**What is being asked:**
Only lines containing the string "pixels" belong in the answer; find them in the records and copy them.

**Records for this exercise:**
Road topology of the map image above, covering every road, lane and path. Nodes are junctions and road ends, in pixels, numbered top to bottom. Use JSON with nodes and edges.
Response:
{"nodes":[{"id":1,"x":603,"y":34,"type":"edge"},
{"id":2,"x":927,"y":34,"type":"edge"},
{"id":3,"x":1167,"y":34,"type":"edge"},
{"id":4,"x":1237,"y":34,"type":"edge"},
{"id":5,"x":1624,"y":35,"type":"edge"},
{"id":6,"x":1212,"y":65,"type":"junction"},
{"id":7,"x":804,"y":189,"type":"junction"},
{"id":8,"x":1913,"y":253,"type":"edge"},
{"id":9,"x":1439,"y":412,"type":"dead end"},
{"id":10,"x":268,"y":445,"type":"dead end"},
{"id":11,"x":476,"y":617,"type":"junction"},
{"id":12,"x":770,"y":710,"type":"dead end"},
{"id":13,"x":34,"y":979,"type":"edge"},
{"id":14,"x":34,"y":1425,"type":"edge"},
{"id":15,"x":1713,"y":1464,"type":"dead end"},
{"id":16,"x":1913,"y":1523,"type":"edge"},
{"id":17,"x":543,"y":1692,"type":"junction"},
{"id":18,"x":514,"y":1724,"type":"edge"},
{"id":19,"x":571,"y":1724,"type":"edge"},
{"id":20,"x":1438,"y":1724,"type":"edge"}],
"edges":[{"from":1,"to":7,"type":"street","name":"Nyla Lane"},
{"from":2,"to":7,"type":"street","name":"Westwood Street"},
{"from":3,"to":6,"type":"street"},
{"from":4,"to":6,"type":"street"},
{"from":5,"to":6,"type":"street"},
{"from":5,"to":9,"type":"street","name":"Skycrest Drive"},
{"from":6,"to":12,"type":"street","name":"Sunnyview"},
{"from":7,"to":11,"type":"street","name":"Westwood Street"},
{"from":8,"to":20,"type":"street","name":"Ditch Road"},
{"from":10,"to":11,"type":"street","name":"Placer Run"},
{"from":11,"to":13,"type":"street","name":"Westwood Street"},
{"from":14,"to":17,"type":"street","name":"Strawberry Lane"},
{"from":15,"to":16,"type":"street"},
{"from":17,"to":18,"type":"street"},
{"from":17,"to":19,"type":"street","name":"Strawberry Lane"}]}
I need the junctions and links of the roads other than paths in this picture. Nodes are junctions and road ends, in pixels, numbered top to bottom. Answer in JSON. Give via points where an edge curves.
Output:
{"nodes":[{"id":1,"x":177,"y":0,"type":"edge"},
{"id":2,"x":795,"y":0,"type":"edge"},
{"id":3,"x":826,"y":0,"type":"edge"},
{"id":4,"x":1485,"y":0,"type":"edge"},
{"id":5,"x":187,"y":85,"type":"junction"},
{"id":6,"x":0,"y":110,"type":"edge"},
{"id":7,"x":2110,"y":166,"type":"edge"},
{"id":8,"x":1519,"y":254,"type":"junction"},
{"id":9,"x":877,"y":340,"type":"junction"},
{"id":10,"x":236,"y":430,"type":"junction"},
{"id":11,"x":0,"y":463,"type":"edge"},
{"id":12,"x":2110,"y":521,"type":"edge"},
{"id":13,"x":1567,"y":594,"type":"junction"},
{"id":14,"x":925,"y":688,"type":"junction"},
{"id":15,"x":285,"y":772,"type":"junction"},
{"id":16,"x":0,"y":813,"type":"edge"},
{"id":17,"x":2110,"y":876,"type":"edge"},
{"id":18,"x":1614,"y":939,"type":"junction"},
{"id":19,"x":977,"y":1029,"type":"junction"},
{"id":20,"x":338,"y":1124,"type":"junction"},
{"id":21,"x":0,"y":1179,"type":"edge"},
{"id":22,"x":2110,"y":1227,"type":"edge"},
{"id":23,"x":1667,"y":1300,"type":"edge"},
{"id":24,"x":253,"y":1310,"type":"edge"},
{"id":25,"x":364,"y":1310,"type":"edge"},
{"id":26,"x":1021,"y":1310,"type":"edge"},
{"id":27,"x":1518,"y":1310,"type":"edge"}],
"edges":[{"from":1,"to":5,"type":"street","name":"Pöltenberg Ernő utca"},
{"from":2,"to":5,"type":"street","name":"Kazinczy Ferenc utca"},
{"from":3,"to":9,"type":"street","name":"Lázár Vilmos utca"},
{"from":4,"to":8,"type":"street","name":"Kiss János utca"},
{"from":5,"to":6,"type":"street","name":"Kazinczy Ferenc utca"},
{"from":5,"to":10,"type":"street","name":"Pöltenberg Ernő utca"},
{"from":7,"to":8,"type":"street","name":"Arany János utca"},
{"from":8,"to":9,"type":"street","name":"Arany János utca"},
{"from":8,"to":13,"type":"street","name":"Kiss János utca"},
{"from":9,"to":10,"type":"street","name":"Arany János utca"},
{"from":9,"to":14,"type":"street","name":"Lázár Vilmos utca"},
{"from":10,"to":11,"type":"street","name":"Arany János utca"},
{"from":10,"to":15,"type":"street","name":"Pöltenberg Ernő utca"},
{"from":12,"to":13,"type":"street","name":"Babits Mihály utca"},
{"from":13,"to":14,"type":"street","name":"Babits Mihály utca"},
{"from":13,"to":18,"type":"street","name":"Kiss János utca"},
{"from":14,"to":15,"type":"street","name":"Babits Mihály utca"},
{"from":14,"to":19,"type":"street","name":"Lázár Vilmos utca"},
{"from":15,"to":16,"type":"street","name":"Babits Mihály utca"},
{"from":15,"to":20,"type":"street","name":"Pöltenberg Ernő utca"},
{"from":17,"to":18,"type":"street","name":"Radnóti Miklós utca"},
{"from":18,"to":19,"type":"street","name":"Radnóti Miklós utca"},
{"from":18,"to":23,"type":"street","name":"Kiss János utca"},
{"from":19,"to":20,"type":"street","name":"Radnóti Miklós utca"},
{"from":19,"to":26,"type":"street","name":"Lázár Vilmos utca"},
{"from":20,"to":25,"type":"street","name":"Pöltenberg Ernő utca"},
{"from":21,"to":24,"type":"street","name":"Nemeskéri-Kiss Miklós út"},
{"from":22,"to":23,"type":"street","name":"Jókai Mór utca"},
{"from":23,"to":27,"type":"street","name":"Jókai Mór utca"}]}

**Exercise result:**
Road topology of the map image above, covering every road, lane and path. Nodes are junctions and road ends, in pixels, numbered top to bottom. Use JSON with nodes and edges.
I need the junctions and links of the roads other than paths in this picture. Nodes are junctions and road ends, in pixels, numbered top to bottom. Answer in JSON. Give via points where an edge curves.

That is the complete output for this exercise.